Через четверть века было очевидно, что она до сих пор от этого страдает. Принятое решение (отказаться от ребенка под внешним давлением) не осталось в прошлом, а продолжало преследовать ее в настоящем – женщина снова и снова думала о том, что она могла сказать или сделать иначе. Действия местных властей вполне понятны, но было невозможно не посочувствовать Мэри. Жестокий партнер, чьи угрозы и поведение напоминали об отце, и чувство собственной никчемности, а также мысль о том, что идти некуда, – это сочетание привело девушку в ловушку абьюзивных отношений: она не смогла отказаться от привязанности, повлекшей разрыв с единственным человеком, которого она по-настоящему любила. Безжалостность судьбы состоит в том, что Мэри, пережившая насилие, оказалась лишена шанса стать хорошей, любящей матерью, что соответствовало ее желаниям и возможностям.

Потеря родительских прав стала ключевым моментом жизни Мэри – она мучилась из-за этого решения, о котором рассказывала на сессиях. В тот момент искры любви и заботы оказались окончательно потушены потоком боли, вины и травмы, после чего внутренний гнев вырвался наружу – ничто в жизни ее не сдерживало, она не беспокоилась о последствиях.

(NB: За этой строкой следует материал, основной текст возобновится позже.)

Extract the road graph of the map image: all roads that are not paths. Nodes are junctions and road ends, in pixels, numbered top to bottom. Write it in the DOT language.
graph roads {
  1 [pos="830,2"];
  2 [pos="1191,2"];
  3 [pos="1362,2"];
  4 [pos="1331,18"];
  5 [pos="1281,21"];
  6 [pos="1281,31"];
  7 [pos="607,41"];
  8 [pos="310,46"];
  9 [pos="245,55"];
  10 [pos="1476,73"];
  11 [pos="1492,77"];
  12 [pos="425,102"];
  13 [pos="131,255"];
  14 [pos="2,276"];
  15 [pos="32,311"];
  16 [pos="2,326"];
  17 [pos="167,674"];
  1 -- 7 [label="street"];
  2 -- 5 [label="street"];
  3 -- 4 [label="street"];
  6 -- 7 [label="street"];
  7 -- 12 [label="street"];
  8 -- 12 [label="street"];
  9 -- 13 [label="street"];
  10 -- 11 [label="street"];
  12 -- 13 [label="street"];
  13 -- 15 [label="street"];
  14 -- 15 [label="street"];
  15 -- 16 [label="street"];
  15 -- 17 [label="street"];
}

Событие, которое предшествовало заключению длиною 25 лет, произошло в воскресенье. За день до этого она виделась с Томом, который тогда был на патронатном воспитании. Но все удовольствие от встречи пропало после слов социального работника о том, что мальчику нашли постоянную семью. Это уничтожило надежду Мэри на воссоединение с ребенком. В воскресенье Мэри сидела одна в комнате, которую снимала, пока временно жила отдельно от Нейтана (он тем не менее часто к ней наведывался). Девушка хотела встретиться с сестрой, но в последний момент та поменяла планы. Из окна Мэри наблюдала за тем, как мамы с колясками прогуливались в парке. На сессиях она вспоминала, что чувствовала в день, когда потеряла все. Никто не хотел ее слушать, никто ее не защитил, а теперь у нее собирались забрать самое ценное – навсегда.

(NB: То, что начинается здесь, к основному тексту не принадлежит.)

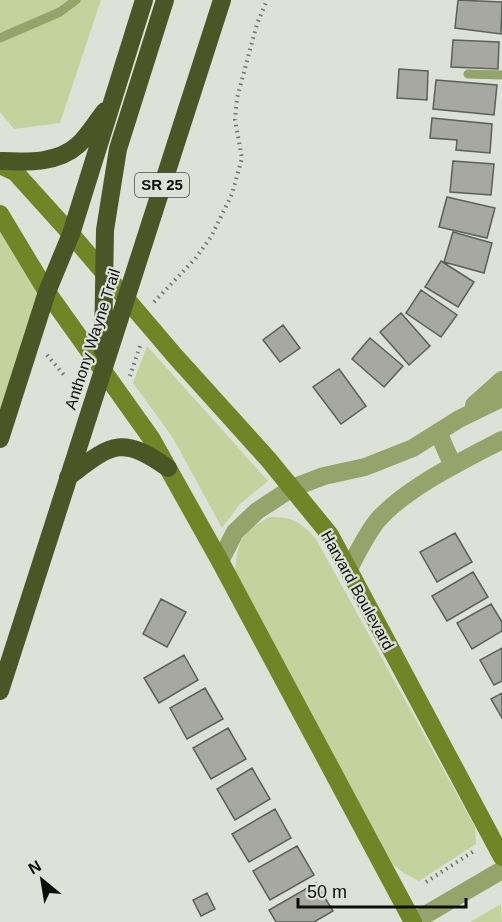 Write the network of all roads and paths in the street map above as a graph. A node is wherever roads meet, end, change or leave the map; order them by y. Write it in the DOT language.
graph roads {
  1 [pos="76,0"];
  2 [pos="144,0"];
  3 [pos="165,0"];
  4 [pos="222,0"];
  5 [pos="267,0"];
  6 [pos="0,38"];
  7 [pos="468,74"];
  8 [pos="502,75"];
  9 [pos="112,103"];
  10 [pos="0,163"];
  11 [pos="0,214"];
  12 [pos="71,234"];
  13 [pos="105,274"];
  14 [pos="47,292"];
  15 [pos="125,298"];
  16 [pos="154,300"];
  17 [pos="142,340"];
  18 [pos="46,353"];
  19 [pos="102,370"];
  20 [pos="64,375"];
  21 [pos="130,378"];
  22 [pos="502,380"];
  23 [pos="502,398"];
  24 [pos="445,428"];
  25 [pos="0,438"];
  26 [pos="502,440"];
  27 [pos="453,466"];
  28 [pos="168,468"];
  29 [pos="68,477"];
  30 [pos="292,488"];
  31 [pos="220,561"];
  32 [pos="348,569"];
  33 [pos="0,691"];
  34 [pos="474,851"];
  35 [pos="502,857"];
  36 [pos="502,870"];
  37 [pos="426,882"];
  38 [pos="413,922"];
  1 -- 6 [label="lane"];
  2 -- 9 [label="highway"];
  3 -- 13 [label="highway"];
  4 -- 15 [label="highway, Anthony Wayne Trail / SR 25"];
  5 -- 16 [label="path"];
  7 -- 8 [label="lane"];
  9 -- 10 [label="highway"];
  9 -- 12 [label="highway"];
  10 -- 12 [label="street, Harvard Boulevard"];
  11 -- 14 [label="street"];
  12 -- 13 [label="street, Harvard Boulevard"];
  12 -- 14 [label="highway"];
  13 -- 15 [label="street, Harvard Boulevard"];
  13 -- 19 [label="highway"];
  14 -- 19 [label="street"];
  14 -- 25 [label="highway"];
  15 -- 19 [label="highway, Anthony Wayne Trail / SR 25"];
  15 -- 30 [label="street, Harvard Boulevard"];
  17 -- 21 [label="path"];
  18 -- 20 [label="path"];
  19 -- 28 [label="street"];
  19 -- 29 [label="highway, Anthony Wayne Trail / SR 25"];
  22 -- 24 [label="street"];
  23 -- 24 [label="street"];
  24 -- 27 [label="street"];
  24 -- 30 [label="street"];
  26 -- 27 [label="street"];
  27 -- 32 [label="street"];
  28 -- 29 [label="highway"];
  28 -- 31 [label="street"];
  29 -- 33 [label="highway, Anthony Wayne Trail / SR 25"];
  30 -- 31 [label="street"];
  30 -- 32 [label="street, Harvard Boulevard"];
  31 -- 38 [label="street"];
  32 -- 35 [label="street, Harvard Boulevard"];
  34 -- 37 [label="path"];
  36 -- 38 [label="street"];
}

В тот вечер она подожгла шторы в комнате. Мэри говорила, что какое-то время сидела на кровати и смотрела, как пламя поднимается по полотну, а дым заполняет тесную комнату. В голове у нее была мысль о побеге в новую жизнь, в новый город, подальше от пустого и жестокого места, которое она теперь хотела сжечь. Мэри сказала мне, что ей нужно было что-то сделать, чтобы избавиться от боли и злости. Она не думала, что огонь так разгорится или что она подвергнет опасности других людей.

Когда прибыли пожарные (их вызвал прохожий, который заметил дым, валивший из окна), Мэри сидела на лестнице у здания. Она заявила, что ничего не знает о пожаре, но зажигалка с отпечатками пальцев свидетельствовала об обратном. Так как в здании в то время были заселены и другие комнаты, ей предъявили умышленный поджог с угрозой жизни окружающих и признали виновной. Пожар стал не только символом и проявлением ее злости, но и действием, которое, на мой взгляд, выражало неосознанное желание быть пойманной и наказанной – казалось, что она была убеждена, будто все плохое в жизни – ее вина.

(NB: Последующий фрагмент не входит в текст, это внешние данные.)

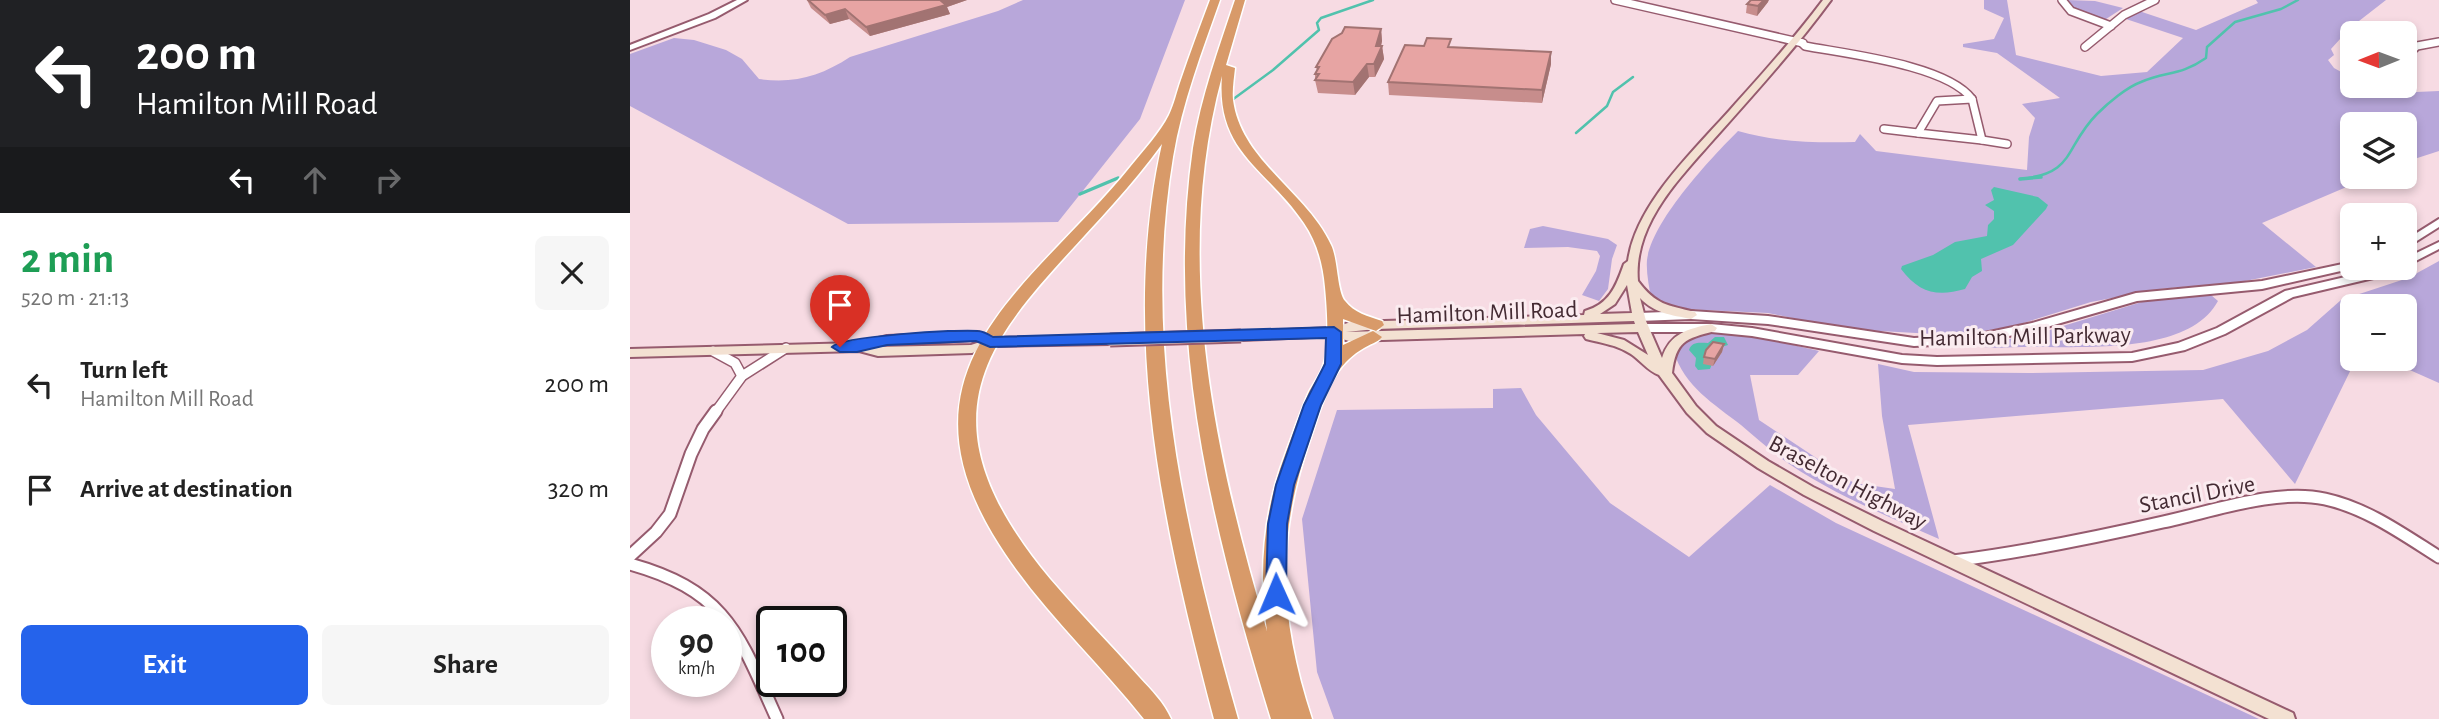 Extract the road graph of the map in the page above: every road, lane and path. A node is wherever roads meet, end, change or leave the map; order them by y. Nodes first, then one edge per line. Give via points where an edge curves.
1 (743, 0) edge
2 (1215, 0) edge
3 (1615, 0) edge
4 (1827, 0) edge
5 (2062, 0) edge
6 (2154, 0) edge
7 (1239, 4) edge
8 (2111, 26) junction
9 (1798, 42) junction
10 (2439, 42) edge
11 (2417, 46) edge
12 (2085, 47) dead end
13 (630, 48) edge
14 (1974, 99) junction
15 (1175, 116) junction
16 (1884, 129) dead end
17 (1918, 133) junction
18 (1982, 141) junction
19 (2007, 144) dead end
20 (2439, 222) edge
21 (2417, 237) edge
22 (2439, 245) edge
23 (1634, 251) junction
24 (2417, 257) edge
25 (2340, 268) edge
26 (2353, 280) edge
27 (1633, 281) junction
28 (1335, 301) junction
29 (1691, 315) junction
30 (1569, 319) junction
31 (1641, 323) junction
32 (1711, 328) junction
33 (1375, 331) junction
34 (1555, 331) junction
35 (1334, 332) junction
36 (990, 342) junction
37 (786, 348) junction
38 (713, 351) junction
39 (630, 353) edge
40 (1333, 364) junction
41 (742, 376) junction
42 (1665, 377) junction
43 (630, 556) edge
44 (2439, 557) edge
45 (1952, 561) junction
46 (630, 564) edge
47 (777, 719) edge
48 (1159, 719) edge
49 (1226, 719) edge
50 (1283, 719) edge
51 (1300, 719) edge
52 (2287, 719) edge

1 - 13 street
2 - 15 highway
3 - 9 street
4 - 9 main road, Braselton Highway
5 - 8 street via 2077,15
6 - 8 street
7 - 28 highway via 1226,107 1248,153 1305,216 1323,245
7 - 50 highway via 1200,145 1191,250 1194,324 1200,385 1225,519
8 - 12 street
9 - 14 street via 1936,74 1959,84
9 - 23 main road, Braselton Highway via 1673,181 1641,230
10 - 11 street
14 - 17 street via 1937,100
14 - 18 street
15 - 36 highway via 1138,168 1034,280
15 - 49 highway via 1154,246 1153,353 1172,503
16 - 17 street
17 - 18 street
18 - 19 street
20 - 21 street
22 - 24 street
23 - 27 main road, Braselton Highway
23 - 30 main road via 1616,298 1600,312
25 - 29 street, Hamilton Mill Parkway via 2262,285 2136,297 1975,340 1913,342 1768,320
26 - 32 street, Hamilton Mill Parkway via 2289,295 2221,331 2181,347 2132,358 1902,359
27 - 29 main road via 1647,302
27 - 31 main road, Braselton Highway
28 - 33 highway
28 - 35 highway
29 - 31 street, Hamilton Mill Parkway
30 - 31 main road, Hamilton Mill Road
30 - 33 main road, Hamilton Mill Road
31 - 32 street, Hamilton Mill Parkway
31 - 34 main road, Hamilton Mill Road
31 - 42 main road, Braselton Highway
32 - 42 main road via 1673,341
33 - 34 main road, Hamilton Mill Road
33 - 35 main road, Hamilton Mill Road via 1349,337
33 - 40 highway
34 - 42 main road via 1630,345
35 - 36 main road, Hamilton Mill Road, bridge
35 - 40 highway
36 - 37 main road, Hamilton Mill Road via 972,349 878,352 857,346
36 - 48 highway via 970,389 969,419 977,478 989,506 1012,547
37 - 38 main road, Hamilton Mill Road
37 - 41 street
38 - 39 main road, Hamilton Mill Road
38 - 41 street via 735,363
40 - 51 highway via 1296,449 1277,524 1278,632
41 - 43 street via 703,429 670,514
42 - 45 main road, Braselton Highway via 1709,427 1778,475
44 - 45 street, Stancil Drive via 2392,527 2323,498 2224,508 2014,555
45 - 52 main road, Braselton Highway
46 - 47 street via 656,570 704,596 734,628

Потенциальная опасность пожара была огромной, но Мэри ее не осознавала. Она подожгла шторы ближе к вечеру – в таком отчаянии, что даже не подумала, вернулись ли домой другие жильцы. Позднее она выразила обеспокоенность тем, что люди были в своих комнатах и могли пострадать и даже умереть. К счастью, благодаря быстрой реакции прохожего и приезду пожарных удалось эвакуировать несколько десятков жильцов.

Решение Мэри устроить пожар – характерный способ, к которому прибегают женщины для выражения сильных эмоций, когда не могут дать им иной выход. Среди поджигателей девушек меньшинство. Однако исследования показывают, что, как правило, поджигательницы в детстве сталкивались с различными формами насилия. При этом по сравнению с женщинами, совершившими другие преступления, они чаще переживали сексуализированное насилие.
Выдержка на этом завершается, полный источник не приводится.